━━━ SUPPLIED MATERIAL ━━━

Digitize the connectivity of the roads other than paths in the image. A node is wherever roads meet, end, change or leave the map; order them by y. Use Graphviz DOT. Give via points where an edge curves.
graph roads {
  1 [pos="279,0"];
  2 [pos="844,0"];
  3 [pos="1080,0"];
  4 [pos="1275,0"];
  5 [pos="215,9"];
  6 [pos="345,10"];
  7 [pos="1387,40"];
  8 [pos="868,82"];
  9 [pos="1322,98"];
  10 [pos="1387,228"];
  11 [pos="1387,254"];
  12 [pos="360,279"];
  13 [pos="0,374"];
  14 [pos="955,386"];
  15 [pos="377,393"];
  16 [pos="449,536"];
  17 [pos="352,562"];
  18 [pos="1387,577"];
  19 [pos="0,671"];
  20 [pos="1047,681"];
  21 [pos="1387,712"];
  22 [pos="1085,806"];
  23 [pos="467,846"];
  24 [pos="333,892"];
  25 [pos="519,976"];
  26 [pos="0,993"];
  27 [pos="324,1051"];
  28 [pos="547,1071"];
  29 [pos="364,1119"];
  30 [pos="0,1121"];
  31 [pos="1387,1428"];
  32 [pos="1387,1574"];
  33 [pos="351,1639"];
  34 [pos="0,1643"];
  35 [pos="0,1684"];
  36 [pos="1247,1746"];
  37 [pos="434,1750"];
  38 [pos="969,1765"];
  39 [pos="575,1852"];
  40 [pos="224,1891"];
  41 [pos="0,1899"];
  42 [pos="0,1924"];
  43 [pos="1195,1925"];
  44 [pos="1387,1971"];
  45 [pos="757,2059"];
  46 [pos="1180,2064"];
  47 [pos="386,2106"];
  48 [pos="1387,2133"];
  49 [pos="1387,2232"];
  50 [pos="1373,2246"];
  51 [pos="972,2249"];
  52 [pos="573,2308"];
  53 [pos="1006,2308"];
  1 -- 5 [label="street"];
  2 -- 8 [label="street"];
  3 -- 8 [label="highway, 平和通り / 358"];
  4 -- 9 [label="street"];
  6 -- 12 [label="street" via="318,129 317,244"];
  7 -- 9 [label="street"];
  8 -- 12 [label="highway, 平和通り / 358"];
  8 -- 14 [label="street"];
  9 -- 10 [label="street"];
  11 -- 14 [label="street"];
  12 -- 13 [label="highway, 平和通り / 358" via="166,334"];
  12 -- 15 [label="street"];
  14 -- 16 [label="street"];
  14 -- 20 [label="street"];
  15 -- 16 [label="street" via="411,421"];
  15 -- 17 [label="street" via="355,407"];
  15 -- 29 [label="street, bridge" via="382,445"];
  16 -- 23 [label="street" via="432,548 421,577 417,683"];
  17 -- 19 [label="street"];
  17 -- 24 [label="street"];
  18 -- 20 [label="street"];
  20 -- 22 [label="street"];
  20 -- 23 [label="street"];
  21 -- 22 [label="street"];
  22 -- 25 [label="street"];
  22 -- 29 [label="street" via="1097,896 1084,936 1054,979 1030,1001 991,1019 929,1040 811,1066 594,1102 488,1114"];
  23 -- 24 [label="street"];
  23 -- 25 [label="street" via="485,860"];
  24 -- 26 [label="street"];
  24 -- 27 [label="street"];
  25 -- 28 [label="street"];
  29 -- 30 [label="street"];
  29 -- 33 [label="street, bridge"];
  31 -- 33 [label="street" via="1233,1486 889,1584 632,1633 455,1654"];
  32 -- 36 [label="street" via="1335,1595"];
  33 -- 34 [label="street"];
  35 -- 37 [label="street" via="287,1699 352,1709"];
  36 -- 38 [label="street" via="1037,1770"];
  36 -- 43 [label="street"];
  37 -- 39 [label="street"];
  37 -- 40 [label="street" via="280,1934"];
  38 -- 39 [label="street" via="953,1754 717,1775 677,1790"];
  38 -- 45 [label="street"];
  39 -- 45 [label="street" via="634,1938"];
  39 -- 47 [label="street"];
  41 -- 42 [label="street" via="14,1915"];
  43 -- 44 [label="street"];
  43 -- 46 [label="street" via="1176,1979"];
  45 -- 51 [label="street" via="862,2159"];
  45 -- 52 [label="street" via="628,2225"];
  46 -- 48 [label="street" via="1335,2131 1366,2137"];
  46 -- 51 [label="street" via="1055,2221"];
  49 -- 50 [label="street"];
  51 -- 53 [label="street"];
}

━━━

Write the data out again. Match it word for word.

• **RESPONSE TO THIS TASK**:
Digitize the connectivity of the roads other than paths in the image. A node is wherever roads meet, end, change or leave the map; order them by y. Use Graphviz DOT. Give via points where an edge curves.
graph roads {
  1 [pos="279,0"];
  2 [pos="844,0"];
  3 [pos="1080,0"];
  4 [pos="1275,0"];
  5 [pos="215,9"];
  6 [pos="345,10"];
  7 [pos="1387,40"];
  8 [pos="868,82"];
  9 [pos="1322,98"];
  10 [pos="1387,228"];
  11 [pos="1387,254"];
  12 [pos="360,279"];
  13 [pos="0,374"];
  14 [pos="955,386"];
  15 [pos="377,393"];
  16 [pos="449,536"];
  17 [pos="352,562"];
  18 [pos="1387,577"];
  19 [pos="0,671"];
  20 [pos="1047,681"];
  21 [pos="1387,712"];
  22 [pos="1085,806"];
  23 [pos="467,846"];
  24 [pos="333,892"];
  25 [pos="519,976"];
  26 [pos="0,993"];
  27 [pos="324,1051"];
  28 [pos="547,1071"];
  29 [pos="364,1119"];
  30 [pos="0,1121"];
  31 [pos="1387,1428"];
  32 [pos="1387,1574"];
  33 [pos="351,1639"];
  34 [pos="0,1643"];
  35 [pos="0,1684"];
  36 [pos="1247,1746"];
  37 [pos="434,1750"];
  38 [pos="969,1765"];
  39 [pos="575,1852"];
  40 [pos="224,1891"];
  41 [pos="0,1899"];
  42 [pos="0,1924"];
  43 [pos="1195,1925"];
  44 [pos="1387,1971"];
  45 [pos="757,2059"];
  46 [pos="1180,2064"];
  47 [pos="386,2106"];
  48 [pos="1387,2133"];
  49 [pos="1387,2232"];
  50 [pos="1373,2246"];
  51 [pos="972,2249"];
  52 [pos="573,2308"];
  53 [pos="1006,2308"];
  1 -- 5 [label="street"];
  2 -- 8 [label="street"];
  3 -- 8 [label="highway, 平和通り / 358"];
  4 -- 9 [label="street"];
  6 -- 12 [label="street" via="318,129 317,244"];
  7 -- 9 [label="street"];
  8 -- 12 [label="highway, 平和通り / 358"];
  8 -- 14 [label="street"];
  9 -- 10 [label="street"];
  11 -- 14 [label="street"];
  12 -- 13 [label="highway, 平和通り / 358" via="166,334"];
  12 -- 15 [label="street"];
  14 -- 16 [label="street"];
  14 -- 20 [label="street"];
  15 -- 16 [label="street" via="411,421"];
  15 -- 17 [label="street" via="355,407"];
  15 -- 29 [label="street, bridge" via="382,445"];
  16 -- 23 [label="street" via="432,548 421,577 417,683"];
  17 -- 19 [label="street"];
  17 -- 24 [label="street"];
  18 -- 20 [label="street"];
  20 -- 22 [label="street"];
  20 -- 23 [label="street"];
  21 -- 22 [label="street"];
  22 -- 25 [label="street"];
  22 -- 29 [label="street" via="1097,896 1084,936 1054,979 1030,1001 991,1019 929,1040 811,1066 594,1102 488,1114"];
  23 -- 24 [label="street"];
  23 -- 25 [label="street" via="485,860"];
  24 -- 26 [label="street"];
  24 -- 27 [label="street"];
  25 -- 28 [label="street"];
  29 -- 30 [label="street"];
  29 -- 33 [label="street, bridge"];
  31 -- 33 [label="street" via="1233,1486 889,1584 632,1633 455,1654"];
  32 -- 36 [label="street" via="1335,1595"];
  33 -- 34 [label="street"];
  35 -- 37 [label="street" via="287,1699 352,1709"];
  36 -- 38 [label="street" via="1037,1770"];
  36 -- 43 [label="street"];
  37 -- 39 [label="street"];
  37 -- 40 [label="street" via="280,1934"];
  38 -- 39 [label="street" via="953,1754 717,1775 677,1790"];
  38 -- 45 [label="street"];
  39 -- 45 [label="street" via="634,1938"];
  39 -- 47 [label="street"];
  41 -- 42 [label="street" via="14,1915"];
  43 -- 44 [label="street"];
  43 -- 46 [label="street" via="1176,1979"];
  45 -- 51 [label="street" via="862,2159"];
  45 -- 52 [label="street" via="628,2225"];
  46 -- 48 [label="street" via="1335,2131 1366,2137"];
  46 -- 51 [label="street" via="1055,2221"];
  49 -- 50 [label="street"];
  51 -- 53 [label="street"];
}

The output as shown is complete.